We didn't modify the dictionary. Considering that we are freezing the embeddings and the final linear projection, its size should have little impact in the memory.

When we were working on this project, we used smaller GPUs than yours (2080), when we started using 3090 GPUs for the next IWSLT participation, we could even increase max_tokens to 1,150,000.

Can you confirm that you are using the exact same config than us?

zhouyan19 commented 2 years ago

Thank you! Perhaps I need to examine my settings again. Maybe there's something wrong with my training script. btw, I guess your total number of parameters is about 1B？

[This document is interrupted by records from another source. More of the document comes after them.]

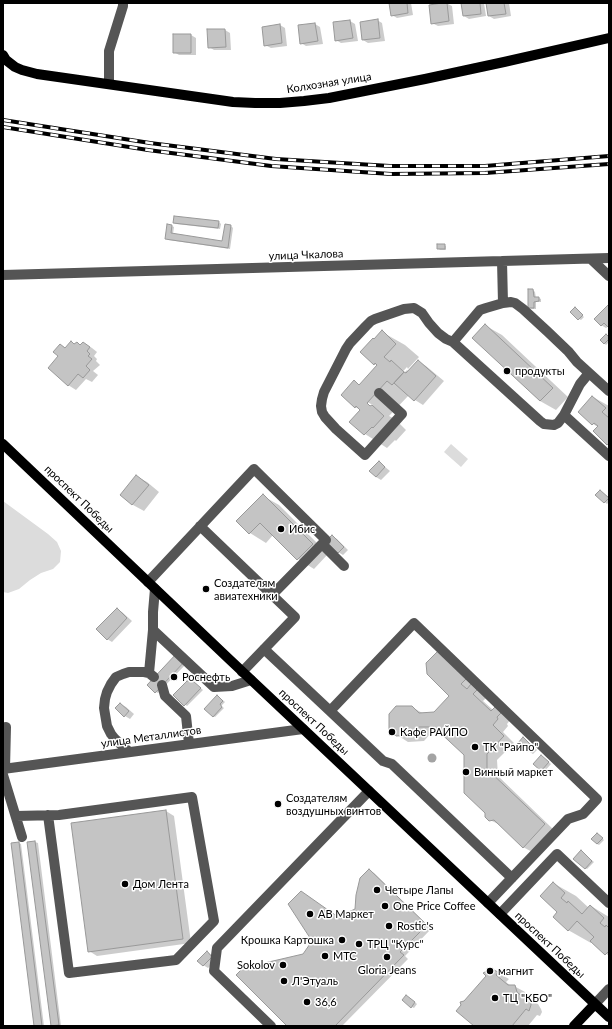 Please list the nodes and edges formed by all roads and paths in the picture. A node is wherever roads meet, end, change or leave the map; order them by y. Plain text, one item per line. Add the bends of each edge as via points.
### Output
1 (123, 3) edge
2 (609, 38) edge
3 (4, 58) edge
4 (109, 84) junction
5 (609, 258) edge
6 (591, 259) junction
7 (502, 261) junction
8 (3, 275) edge
9 (609, 276) edge
10 (503, 303) junction
11 (453, 342) junction
12 (589, 373) junction
13 (609, 391) edge
14 (379, 393) dead end
15 (564, 415) junction
16 (3, 444) edge
17 (609, 456) edge
18 (200, 526) junction
19 (322, 544) junction
20 (344, 566) dead end
21 (152, 586) junction
22 (272, 595) junction
23 (153, 630) junction
24 (264, 649) junction
25 (242, 672) junction
26 (251, 680) junction
27 (162, 685) dead end
28 (330, 711) junction
29 (6, 727) dead end
30 (303, 729) junction
31 (189, 744) junction
32 (129, 752) junction
33 (4, 771) edge
34 (369, 791) junction
35 (48, 815) junction
36 (16, 816) junction
37 (22, 837) dead end
38 (512, 878) junction
39 (488, 903) junction
40 (609, 903) edge
41 (500, 914) junction
42 (609, 989) edge
43 (595, 1004) junction
44 (609, 1017) edge
45 (271, 1026) edge
46 (574, 1026) edge

1 - 4 street via 109,52
2 - 4 main road, Колхозная улица via 456,73 304,101 233,102
3 - 4 main road, Колхозная улица via 14,67 37,74
5 - 6 street, улица Чкалова
6 - 7 street, улица Чкалова
6 - 9 street
7 - 8 street, улица Чкалова
7 - 10 street
10 - 11 street via 480,310
10 - 12 street via 514,303 523,309
11 - 14 street via 428,324 418,310 409,308 371,321 350,343 341,358 324,392 321,406 330,423 365,455 402,414
11 - 15 street via 544,424 554,425
12 - 13 street
12 - 15 street via 580,384
15 - 17 street
16 - 21 main road, проспект Победы
18 - 19 street via 254,469 326,540
18 - 21 street
18 - 22 street
19 - 20 street
19 - 22 street
21 - 23 street
21 - 25 main road, проспект Победы
22 - 24 street via 295,617
23 - 26 street via 214,687 232,686
23 - 32 street via 151,675 129,672 116,677 105,699 107,726 115,739
24 - 25 street
24 - 28 street
25 - 26 main road, проспект Победы
26 - 30 main road, проспект Победы
27 - 31 street via 165,696 186,716
28 - 38 street via 383,761 392,764
28 - 38 street via 414,623 597,799 583,814 568,819
29 - 33 street
30 - 31 street, улица Металлистов
30 - 34 main road, проспект Победы
31 - 32 street, улица Металлистов
32 - 33 street, улица Металлистов
33 - 36 street
34 - 39 main road, проспект Победы
34 - 45 street via 217,948 214,971
35 - 35 street via 192,797 214,921 176,960 69,973
35 - 36 street
36 - 37 street
38 - 39 street
39 - 41 main road, проспект Победы
40 - 41 street via 557,854
41 - 43 main road, проспект Победы
42 - 43 street
43 - 44 main road, проспект Победы
43 - 46 main road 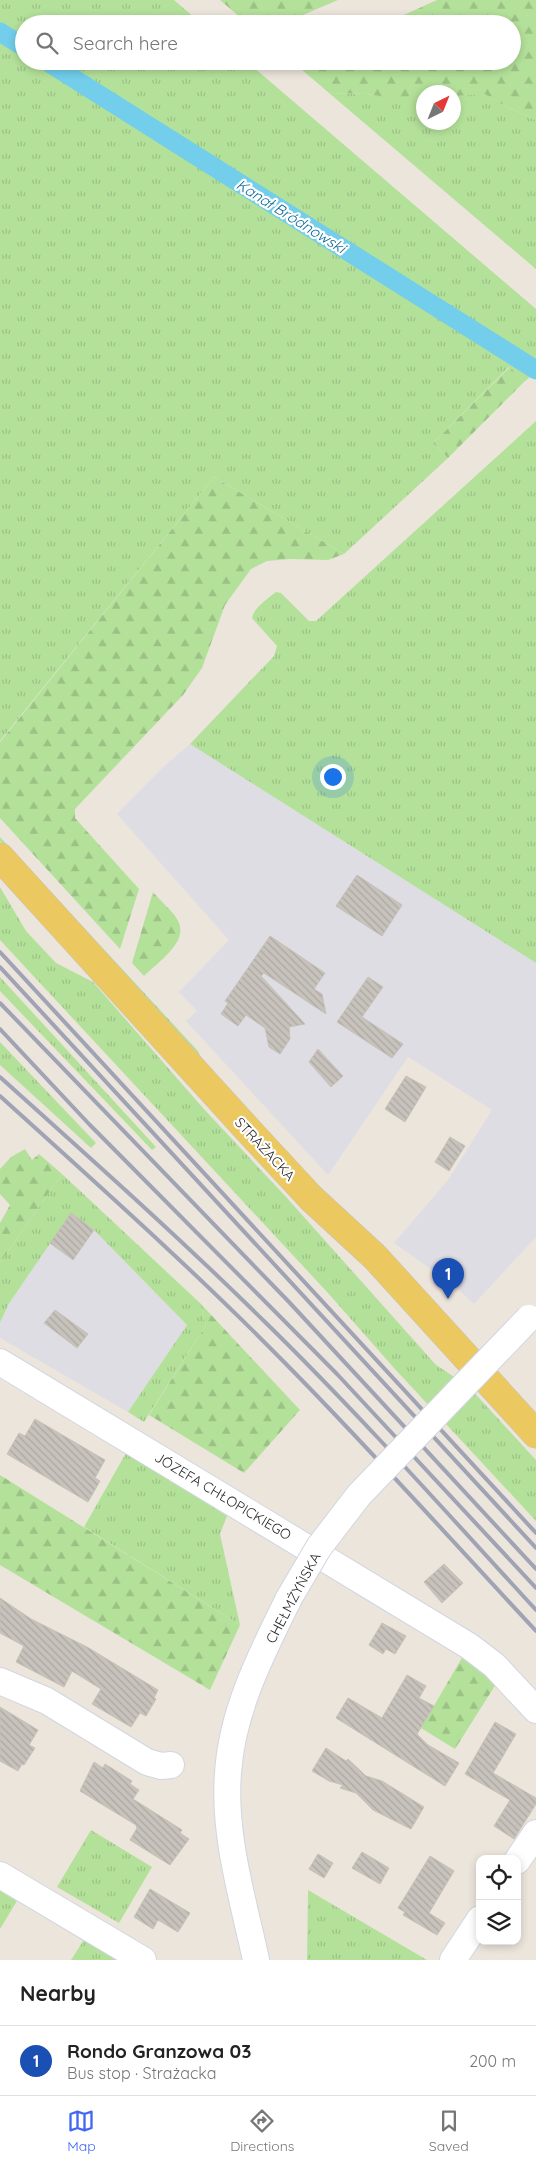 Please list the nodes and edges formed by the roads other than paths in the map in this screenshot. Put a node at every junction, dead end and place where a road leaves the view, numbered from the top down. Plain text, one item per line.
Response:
1 (0, 857) edge
2 (533, 1314) edge
3 (0, 1362) edge
4 (533, 1425) edge
5 (0, 1681) edge
6 (536, 1710) edge
7 (171, 1765) dead end
8 (536, 1833) edge
9 (521, 1856) edge
10 (0, 1875) edge
11 (476, 1925) edge
12 (143, 1960) edge
13 (256, 1960) edge
14 (453, 1960) edge

1 - 4 main road, STRAŻACKA
2 - 13 street, CHEŁMŻYŃSKA, bridge
3 - 6 street, JÓZEFA CHŁOPICKIEGO
5 - 7 street
8 - 9 street
10 - 12 street
11 - 14 street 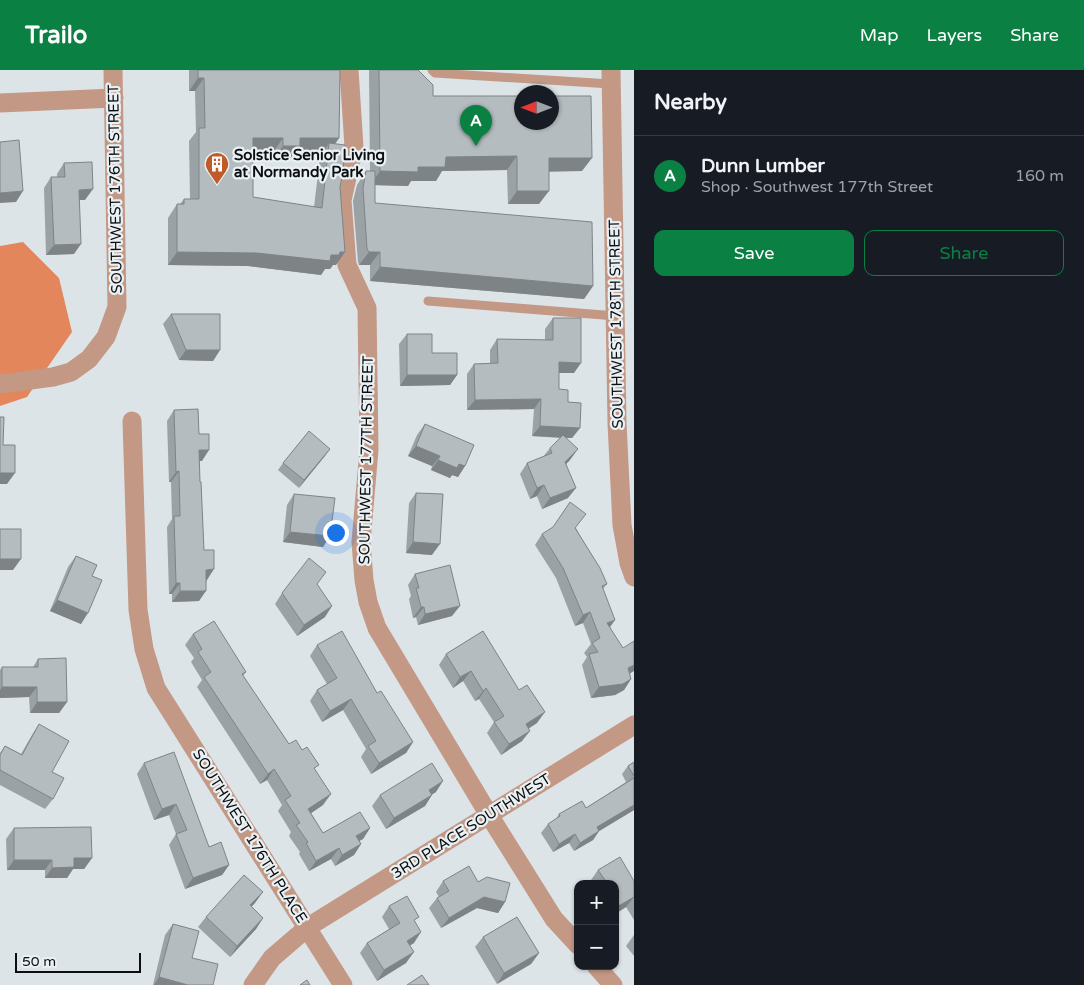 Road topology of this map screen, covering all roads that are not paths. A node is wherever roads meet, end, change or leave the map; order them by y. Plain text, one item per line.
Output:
1 (113, 70) edge
2 (349, 70) edge
3 (432, 70) edge
4 (611, 77) edge
5 (114, 98) junction
6 (0, 103) edge
7 (428, 301) dead end
8 (616, 316) junction
9 (0, 384) edge
10 (132, 420) dead end
11 (626, 424) edge
12 (634, 577) edge
13 (634, 724) edge
14 (489, 815) junction
15 (308, 927) junction
16 (574, 941) edge
17 (600, 970) edge
18 (253, 985) edge
19 (343, 985) edge
20 (613, 985) edge

1 - 5 street, SOUTHWEST 176TH STREET
2 - 14 street, SOUTHWEST 177TH STREET
3 - 4 lane
4 - 8 street, SOUTHWEST 178TH STREET
5 - 6 street
5 - 9 street, SOUTHWEST 176TH STREET
7 - 8 lane
8 - 11 street, SOUTHWEST 178TH STREET
10 - 15 street, SOUTHWEST 176TH PLACE
11 - 12 street, SOUTHWEST 178TH STREET
13 - 14 street, 3RD PLACE SOUTHWEST
14 - 15 street, 3RD PLACE SOUTHWEST
14 - 16 street, SOUTHWEST 177TH STREET
15 - 18 street, 3RD PLACE SOUTHWEST
15 - 19 street, SOUTHWEST 176TH PLACE
17 - 20 street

I use wav2vec 2.0 base model and my total number of parameters is 817M.

gegallego commented 2 years ago

Hi! I checked the training log of the lna_ed architecture and this is what I found:

[2021-04-21 08:06:23,627][fairseq_cli.train][INFO] - num. shared model params: 781,977,216 (num. trained: 159,188,992)

I don't understand why you have more parameters than us, considering that you are using wav2vec base instead of the large architecture.

Apart from this, maybe you removed batch_size from the config? We had OOMs when just setting max_tokens, because there were some batches containing a lot of small samples. That's why we limit the size of the batch with both max_tokens: 480_000 and batch_size: 18.

Are you using fp16: True and memory_efficient_fp16: True, right?

zhouyan19 commented 2 years ago

Thank you! I use fp16 so it won't be the problem. But I did not set bacth_size and I think that's the exact reason for my problem. I've never noticed this. About the mismatch of parameters, I'll check my model structure. Thank you for your help!

gegallego commented 2 years ago

Perfect, I'm happy to hear that! Tell us if you need anything else 👍